Every entry below, first to last, should be restated word for word.

*Material to process*
BEGIN
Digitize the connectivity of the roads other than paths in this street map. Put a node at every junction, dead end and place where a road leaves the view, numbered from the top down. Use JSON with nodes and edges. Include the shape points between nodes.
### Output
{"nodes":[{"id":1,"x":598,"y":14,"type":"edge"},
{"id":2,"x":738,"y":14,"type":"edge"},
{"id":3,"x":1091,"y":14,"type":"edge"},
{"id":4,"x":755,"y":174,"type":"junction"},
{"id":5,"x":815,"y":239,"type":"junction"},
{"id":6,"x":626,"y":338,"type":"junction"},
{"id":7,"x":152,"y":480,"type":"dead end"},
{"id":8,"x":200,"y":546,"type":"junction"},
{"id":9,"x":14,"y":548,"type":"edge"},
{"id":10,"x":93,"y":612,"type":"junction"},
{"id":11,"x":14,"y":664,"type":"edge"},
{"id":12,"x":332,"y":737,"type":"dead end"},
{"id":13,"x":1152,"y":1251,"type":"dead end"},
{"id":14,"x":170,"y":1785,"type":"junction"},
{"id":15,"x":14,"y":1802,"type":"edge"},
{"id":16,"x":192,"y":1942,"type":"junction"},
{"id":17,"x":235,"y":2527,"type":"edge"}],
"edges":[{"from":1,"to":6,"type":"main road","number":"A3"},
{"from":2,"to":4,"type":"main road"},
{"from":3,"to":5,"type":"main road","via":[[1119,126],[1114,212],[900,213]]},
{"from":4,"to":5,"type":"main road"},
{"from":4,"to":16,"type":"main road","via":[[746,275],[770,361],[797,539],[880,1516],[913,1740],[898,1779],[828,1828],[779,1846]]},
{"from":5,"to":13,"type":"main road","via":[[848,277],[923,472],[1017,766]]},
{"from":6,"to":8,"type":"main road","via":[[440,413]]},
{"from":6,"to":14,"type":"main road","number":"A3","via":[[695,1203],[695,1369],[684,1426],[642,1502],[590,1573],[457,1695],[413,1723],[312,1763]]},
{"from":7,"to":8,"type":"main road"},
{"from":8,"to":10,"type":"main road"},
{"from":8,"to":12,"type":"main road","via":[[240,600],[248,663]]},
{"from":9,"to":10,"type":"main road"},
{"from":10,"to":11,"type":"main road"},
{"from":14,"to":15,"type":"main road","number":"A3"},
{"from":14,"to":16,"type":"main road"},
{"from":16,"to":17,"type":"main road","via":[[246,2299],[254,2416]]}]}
END
*Output of the task*
Digitize the connectivity of the roads other than paths in this street map. Put a node at every junction, dead end and place where a road leaves the view, numbered from the top down. Use JSON with nodes and edges. Include the shape points between nodes.
### Output
{"nodes":[{"id":1,"x":598,"y":14,"type":"edge"},
{"id":2,"x":738,"y":14,"type":"edge"},
{"id":3,"x":1091,"y":14,"type":"edge"},
{"id":4,"x":755,"y":174,"type":"junction"},
{"id":5,"x":815,"y":239,"type":"junction"},
{"id":6,"x":626,"y":338,"type":"junction"},
{"id":7,"x":152,"y":480,"type":"dead end"},
{"id":8,"x":200,"y":546,"type":"junction"},
{"id":9,"x":14,"y":548,"type":"edge"},
{"id":10,"x":93,"y":612,"type":"junction"},
{"id":11,"x":14,"y":664,"type":"edge"},
{"id":12,"x":332,"y":737,"type":"dead end"},
{"id":13,"x":1152,"y":1251,"type":"dead end"},
{"id":14,"x":170,"y":1785,"type":"junction"},
{"id":15,"x":14,"y":1802,"type":"edge"},
{"id":16,"x":192,"y":1942,"type":"junction"},
{"id":17,"x":235,"y":2527,"type":"edge"}],
"edges":[{"from":1,"to":6,"type":"main road","number":"A3"},
{"from":2,"to":4,"type":"main road"},
{"from":3,"to":5,"type":"main road","via":[[1119,126],[1114,212],[900,213]]},
{"from":4,"to":5,"type":"main road"},
{"from":4,"to":16,"type":"main road","via":[[746,275],[770,361],[797,539],[880,1516],[913,1740],[898,1779],[828,1828],[779,1846]]},
{"from":5,"to":13,"type":"main road","via":[[848,277],[923,472],[1017,766]]},
{"from":6,"to":8,"type":"main road","via":[[440,413]]},
{"from":6,"to":14,"type":"main road","number":"A3","via":[[695,1203],[695,1369],[684,1426],[642,1502],[590,1573],[457,1695],[413,1723],[312,1763]]},
{"from":7,"to":8,"type":"main road"},
{"from":8,"to":10,"type":"main road"},
{"from":8,"to":12,"type":"main road","via":[[240,600],[248,663]]},
{"from":9,"to":10,"type":"main road"},
{"from":10,"to":11,"type":"main road"},
{"from":14,"to":15,"type":"main road","number":"A3"},
{"from":14,"to":16,"type":"main road"},
{"from":16,"to":17,"type":"main road","via":[[246,2299],[254,2416]]}]}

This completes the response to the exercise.